• **Task details**: Among the records that follow, find each line holding the word "dead" and copy it.

+-------+

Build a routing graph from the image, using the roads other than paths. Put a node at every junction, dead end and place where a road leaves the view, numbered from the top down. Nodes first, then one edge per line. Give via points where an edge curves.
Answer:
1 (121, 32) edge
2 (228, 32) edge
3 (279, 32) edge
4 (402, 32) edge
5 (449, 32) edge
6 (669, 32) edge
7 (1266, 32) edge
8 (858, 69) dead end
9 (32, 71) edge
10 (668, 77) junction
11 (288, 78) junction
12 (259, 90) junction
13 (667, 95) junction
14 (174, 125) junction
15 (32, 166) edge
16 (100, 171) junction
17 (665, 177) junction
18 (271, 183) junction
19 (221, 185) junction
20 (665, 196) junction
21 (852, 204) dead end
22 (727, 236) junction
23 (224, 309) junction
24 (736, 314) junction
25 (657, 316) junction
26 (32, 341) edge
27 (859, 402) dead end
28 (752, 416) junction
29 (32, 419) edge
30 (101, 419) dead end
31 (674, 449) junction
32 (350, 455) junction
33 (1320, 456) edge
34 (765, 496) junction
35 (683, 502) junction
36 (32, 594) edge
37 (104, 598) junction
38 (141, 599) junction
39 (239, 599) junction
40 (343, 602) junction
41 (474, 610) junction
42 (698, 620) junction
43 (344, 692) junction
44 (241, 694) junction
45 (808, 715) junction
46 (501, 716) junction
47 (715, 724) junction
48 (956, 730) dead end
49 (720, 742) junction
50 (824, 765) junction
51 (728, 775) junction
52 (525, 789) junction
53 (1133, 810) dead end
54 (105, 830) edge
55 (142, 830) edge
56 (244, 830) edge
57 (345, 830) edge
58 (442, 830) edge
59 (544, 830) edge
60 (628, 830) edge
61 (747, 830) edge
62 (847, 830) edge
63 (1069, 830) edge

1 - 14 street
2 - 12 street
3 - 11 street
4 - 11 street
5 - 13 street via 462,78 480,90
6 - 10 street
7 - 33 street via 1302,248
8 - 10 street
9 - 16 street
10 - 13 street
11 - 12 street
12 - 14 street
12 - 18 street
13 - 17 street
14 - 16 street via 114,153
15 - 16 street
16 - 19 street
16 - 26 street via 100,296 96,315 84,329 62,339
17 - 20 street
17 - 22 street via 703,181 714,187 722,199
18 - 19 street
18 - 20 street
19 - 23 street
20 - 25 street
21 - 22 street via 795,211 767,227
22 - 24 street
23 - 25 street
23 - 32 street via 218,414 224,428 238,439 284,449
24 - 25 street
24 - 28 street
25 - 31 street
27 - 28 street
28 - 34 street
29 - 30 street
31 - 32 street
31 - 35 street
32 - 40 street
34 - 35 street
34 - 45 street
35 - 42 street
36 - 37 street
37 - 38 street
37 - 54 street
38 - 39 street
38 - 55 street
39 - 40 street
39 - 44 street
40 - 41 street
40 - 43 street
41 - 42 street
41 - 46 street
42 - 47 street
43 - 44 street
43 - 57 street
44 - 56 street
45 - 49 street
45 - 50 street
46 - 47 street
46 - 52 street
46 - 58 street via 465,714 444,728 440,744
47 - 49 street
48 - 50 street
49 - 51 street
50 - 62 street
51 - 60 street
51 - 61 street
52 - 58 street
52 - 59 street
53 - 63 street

+-------+

• **Problem solution**:
Build a routing graph from the image, using the roads other than paths. Put a node at every junction, dead end and place where a road leaves the view, numbered from the top down. Nodes first, then one edge per line. Give via points where an edge curves.
8 (858, 69) dead end
21 (852, 204) dead end
27 (859, 402) dead end
30 (101, 419) dead end
48 (956, 730) dead end
53 (1133, 810) dead end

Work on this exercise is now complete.